Non-fatal test modules aborting the whole job size:M

Added by pdostal 2 months ago. Updated about 2 months ago.

Status:
Resolved
Priority:
Normal
Assignee:
Category:
Support
Target version:
Start date:
2021-11-16
Due date:
2021-12-06
% Done:

0%

Estimated time:
Difficulty:

Description

Hello,

we're starting to encounter jobs where a failed test module aborts the whole run.
At first, we thought this is specific to ssh-tunnel (f.e. test1) so we tried fix1 and fix2.
Today we found that also s390-kvm tests (f.e. test2) are affected. We still don't have any solution to this.

Can you help us to hunt down and fix this issue?

Suggestions

  • Ask for context what the tests do and what the suggested fixes might do
  • Identify a regression or file a new ticket as needed

History

#1 Updated by okurz 2 months ago

  • Project changed from openQA Infrastructure to openQA Project
  • Category set to Support
  • Target version set to Ready

#2 Updated by cdywan 2 months ago

  • Subject changed from Non-fatal test modules aborting the whole job to Non-fatal test modules aborting the whole job size:M
  • Description updated (diff)
  • Status changed from New to Workable

#3 Updated by mkittler 2 months ago

  • Assignee set to mkittler

The first attempted fix (setting QEMU_DISABLE_SNAPSHOTS) shouldn't have any effect because the test is using the svirt backend. To me it also isn't clear whether snapshotting is actually the cause of the failure here. It is a backend feature and a problem there would normally result in an incomplete job (and not a failed one).

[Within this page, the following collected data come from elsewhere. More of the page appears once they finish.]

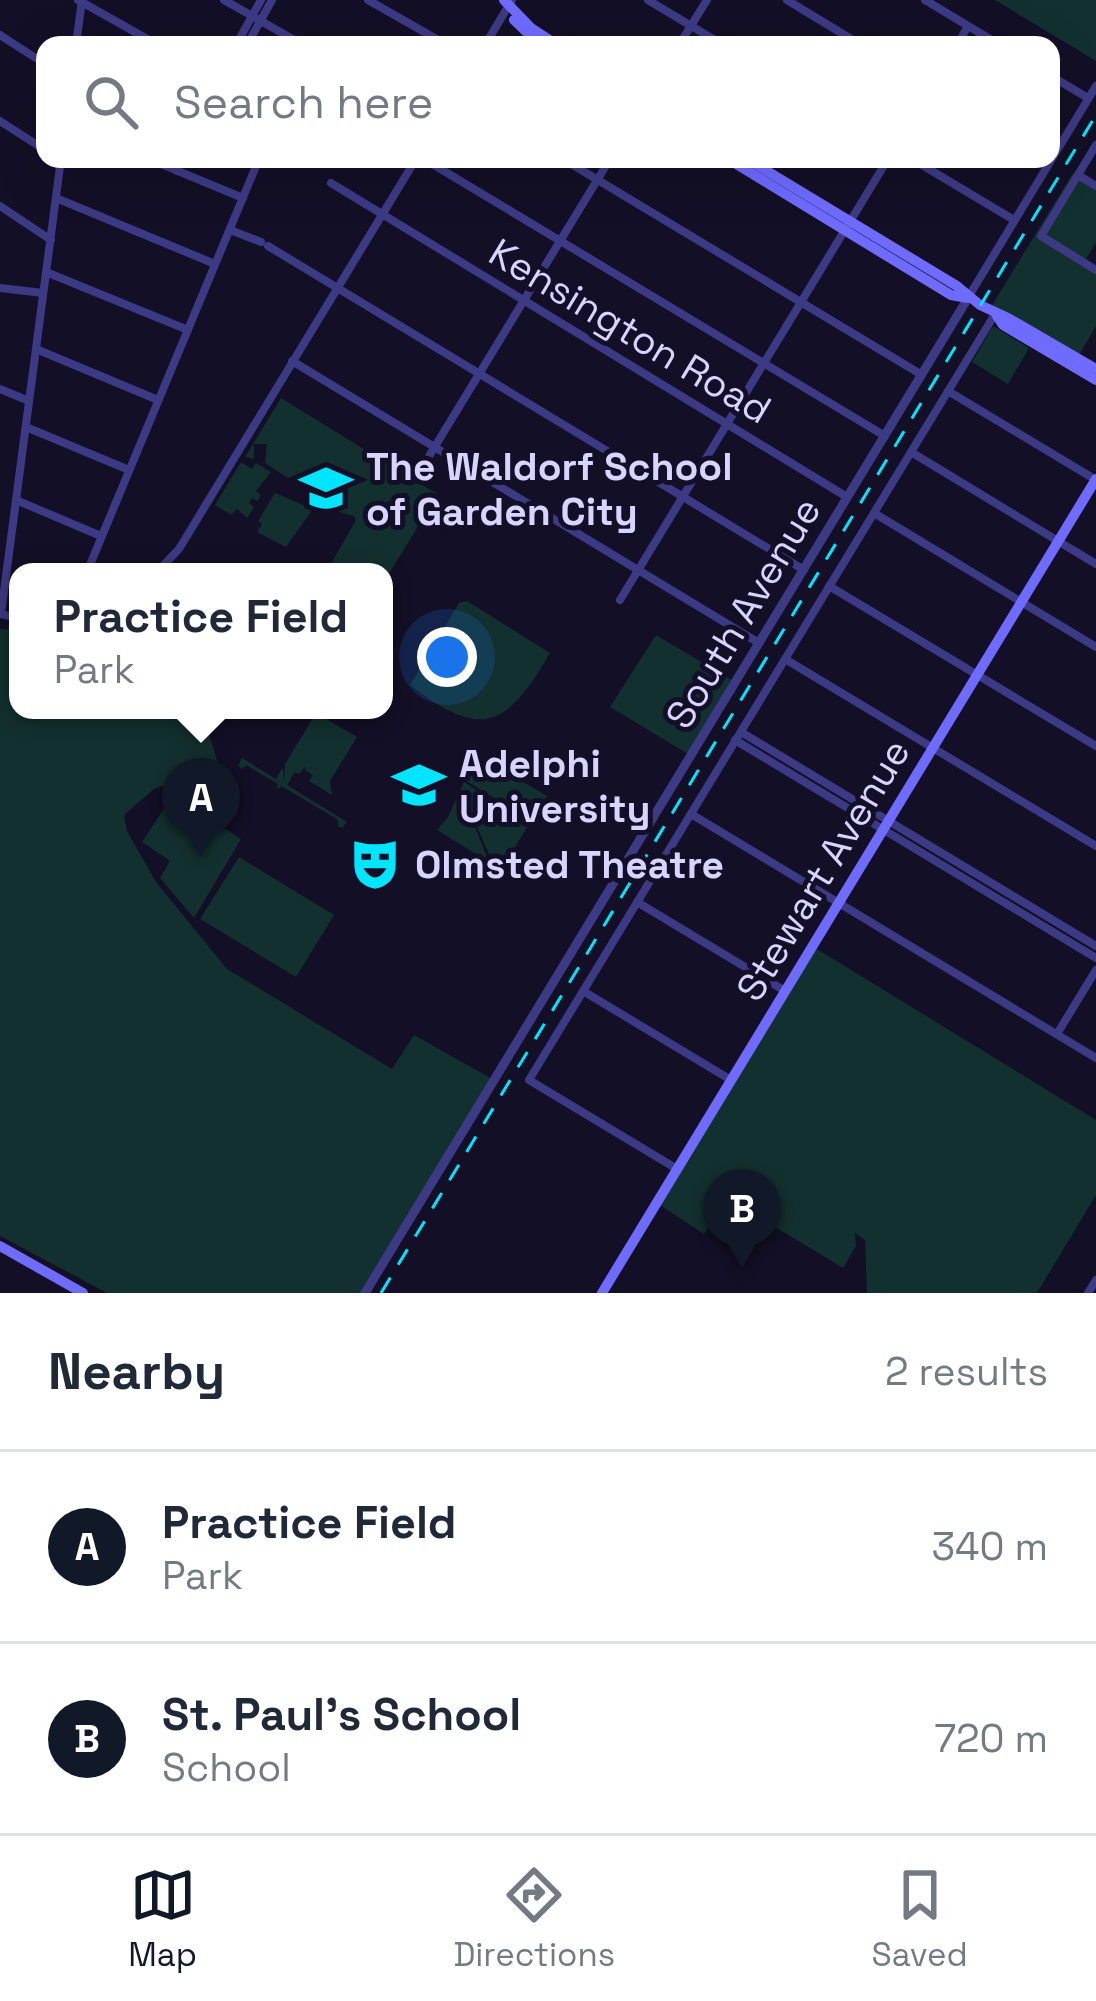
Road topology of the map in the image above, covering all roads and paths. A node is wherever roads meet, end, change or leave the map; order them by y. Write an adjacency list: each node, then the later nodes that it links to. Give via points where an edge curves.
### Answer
1 (224, 0): 11 (street)
2 (261, 0): 11 (street)
3 (272, 0): 11 (street)
4 (368, 0): 20 (street)
5 (648, 0): 12 (street)
6 (707, 0): 12 (street)
7 (787, 0): 26 (street)
8 (925, 0): 13 (street)
9 (81, 1): 15 (street); 16 (street)
10 (508, 2): 21 (street); 22 (main road); 23 (main road)
11 (256, 18): 17 (street); 18 (street); 19 (street)
12 (691, 26): 24 (street); 25 (street)
13 (968, 26): 27 (street); 28 (street)
14 (0, 35): 29 (street)
15 (77, 36)
16 (142, 36)
17 (243, 36)
18 (250, 36)
19 (287, 36)
20 (431, 36)
21 (489, 36)
22 (531, 36)
23 (543, 36)
24 (685, 36)
25 (708, 36)
26 (846, 36)
27 (962, 36)
28 (985, 36)
29 (36, 58)
30 (1060, 81): 32 (street)
31 (1096, 86): 32 (street, South Avenue)
32 (1088, 98): 35 (street, South Avenue)
33 (0, 121): 34 (street)
34 (36, 144)
35 (1060, 144)
36 (1096, 145): 51 (street)
37 (59, 168): 55 (street)
38 (170, 168): 50 (street)
39 (178, 168): 50 (street)
40 (255, 168): 56 (street)
41 (413, 168): 58 (street)
42 (428, 168): 63 (street)
43 (578, 168): 52 (street)
44 (605, 168): 52 (street)
45 (744, 168): 60 (main road)
46 (762, 168): 60 (main road)
47 (883, 168): 60 (street)
48 (927, 168): 59 (street)
49 (1046, 168): 59 (street, South Avenue)
50 (177, 171): 56 (street)
51 (1078, 175): 54 (street); 65 (street, via 1041,236)
52 (598, 180): 63 (street); 72 (street)
53 (331, 183): 58 (street, Kensington Road)
54 (1096, 186)
55 (56, 198): 62 (street); 64 (street)
56 (243, 198): 61 (street)
57 (0, 206): 62 (street)
58 (381, 215): 68 (street); 71 (street, Kensington Road)
59 (1014, 220): 70 (street, South Avenue)
60 (848, 225): 70 (main road, via 951,295); 72 (street)
61 (230, 230): 64 (street); 68 (street)
62 (51, 240): 66 (street)
63 (560, 241): 71 (street); 77 (street)
64 (215, 264): 74 (street)
65 (1096, 269)
66 (46, 272): 69 (street); 74 (street)
67 (0, 288): 69 (street)
68 (337, 289): 76 (street); 79 (street)
69 (44, 293): 75 (street)
70 (968, 298): 73 (main road); 80 (street, South Avenue)
71 (523, 302): 79 (street); 86 (street, Kensington Road)
72 (801, 302): 77 (street); 80 (street)
73 (994, 314): 78 (main road); 81 (main road); 83 (street)
74 (188, 330): 84 (street)
75 (36, 349): 84 (street); 85 (street)
76 (292, 361): 89 (street); 101 (street)
77 (764, 363): 86 (street); 88 (street)
78 (1096, 369)
79 (479, 375): 89 (street); 94 (street)
80 (922, 375): 88 (street, South Avenue)
81 (1096, 380)
82 (0, 389): 85 (street)
83 (948, 391): 90 (street); 93 (street)
84 (158, 400): 91 (street)
85 (28, 401): 87 (street)
86 (727, 424): 94 (street); 95 (street, Kensington Road)
87 (26, 427): 91 (street); 96 (street)
88 (885, 436): 95 (street, South Avenue)
89 (435, 447): 92 (street); 103 (street)
90 (910, 452): 97 (street); 99 (street)
91 (129, 470): 98 (street)
92 (417, 476)
93 (1096, 480): 99 (main road, Stewart Avenue)
94 (682, 497): 103 (street); 104 (street)
95 (848, 497): 104 (street, South Avenue)
96 (16, 500): 98 (street); 105 (street)
97 (874, 513): 106 (street); 108 (street)
98 (101, 536): 100 (street)
99 (1058, 541): 102 (street); 108 (main road, Stewart Avenue)
100 (90, 563)
101 (165, 563)
102 (1096, 563)
103 (638, 570): 107 (street); 110 (street)
104 (804, 570): 110 (street, South Avenue)
105 (3, 571): 109 (street)
106 (830, 586): 112 (street); 113 (street)
107 (620, 600)
108 (1022, 602): 111 (street); 113 (main road, Stewart Avenue)
109 (0, 614)
110 (759, 643): 135 (street, South Avenue)
111 (1096, 647)
112 (785, 658): 114 (street); 116 (street)
113 (977, 675): 115 (street); 116 (main road, Stewart Avenue)
114 (738, 736): 117 (street); 118 (street)
115 (1096, 746)
116 (933, 748): 118 (main road, Stewart Avenue); 119 (street)
117 (691, 814): 120 (street); 121 (street)
118 (886, 825): 121 (main road, Stewart Avenue); 122 (street)
119 (1096, 846)
120 (637, 902): 126 (street); 127 (street)
121 (839, 903): 127 (main road, Stewart Avenue); 128 (street)
122 (1031, 913): 123 (street); 124 (street)
123 (1096, 946)
124 (1096, 958)
125 (1096, 970): 128 (street)
126 (583, 991): 130 (street); 131 (street, via 529,1080)
127 (785, 992): 130 (main road, Stewart Avenue)
128 (1057, 1034): 129 (street)
129 (1096, 1058)
130 (731, 1081): 131 (main road, Stewart Avenue)
131 (677, 1169): 136 (main road, Stewart Avenue)
132 (0, 1246): 134 (main road)
133 (1096, 1280): 137 (street)
134 (83, 1293)
135 (365, 1293)
136 (602, 1293)
137 (1088, 1293)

#4 Updated by mkittler 2 months ago

The execution time isn't recorded in these cases as well. However, that's apparently also the case when further modules are processed, e.g. https://openqa.suse.de/tests/7717217. In this example the failure is also very similar:

# Test died: command 'docker-compose pull' failed at /usr/lib/os-autoinst/testapi.pm line 950.
    testapi::_handle_script_run_ret(127, "docker-compose pull", "quiet", undef, "timeout", 600, "fail_message", "") called at /usr/lib/os-autoinst/testapi.pm line 988
    testapi::assert_script_run("docker-compose pull", 600) called at sle/tests/containers/docker_compose.pm line 55
    docker_compose::run(docker_compose=HASH(0x5624cd70b1d8)) called at /usr/lib/os-autoinst/basetest.pm line 344
    eval {...} called at /usr/lib/os-autoinst/basetest.pm line 338
    basetest::runtest(docker_compose=HASH(0x5624cd70b1d8)) called at /usr/lib/os-autoinst/autotest.pm line 368
    eval {...} called at /usr/lib/os-autoinst/autotest.pm line 368
    autotest::runalltests() called at /usr/lib/os-autoinst/autotest.pm line 236
    eval {...} called at /usr/lib/os-autoinst/autotest.pm line 236
    autotest::run_all() called at /usr/lib/os-autoinst/autotest.pm line 292
    autotest::__ANON__(Mojo::IOLoop::ReadWriteProcess=HASH(0x5624cf81c658)) called at /usr/lib/perl5/vendor_perl/5.26.1/Mojo/IOLoop/ReadWriteProcess.pm line 326
    eval {...} called at /usr/lib/perl5/vendor_perl/5.26.1/Mojo/IOLoop/ReadWriteProcess.pm line 326
    Mojo::IOLoop::ReadWriteProcess::_fork(Mojo::IOLoop::ReadWriteProcess=HASH(0x5624cf81c658), CODE(0x5624ceea2870)) called at /usr/lib/perl5/vendor_perl/5.26.1/Mojo/IOLoop/ReadWriteProcess.pm line 477
    Mojo::IOLoop::ReadWriteProcess::start(Mojo::IOLoop::ReadWriteProcess=HASH(0x5624cf81c658)) called at /usr/lib/os-autoinst/autotest.pm line 294
    autotest::start_process() called at /usr/bin/isotovideo line 260

So the kind of the error doesn't make this case special.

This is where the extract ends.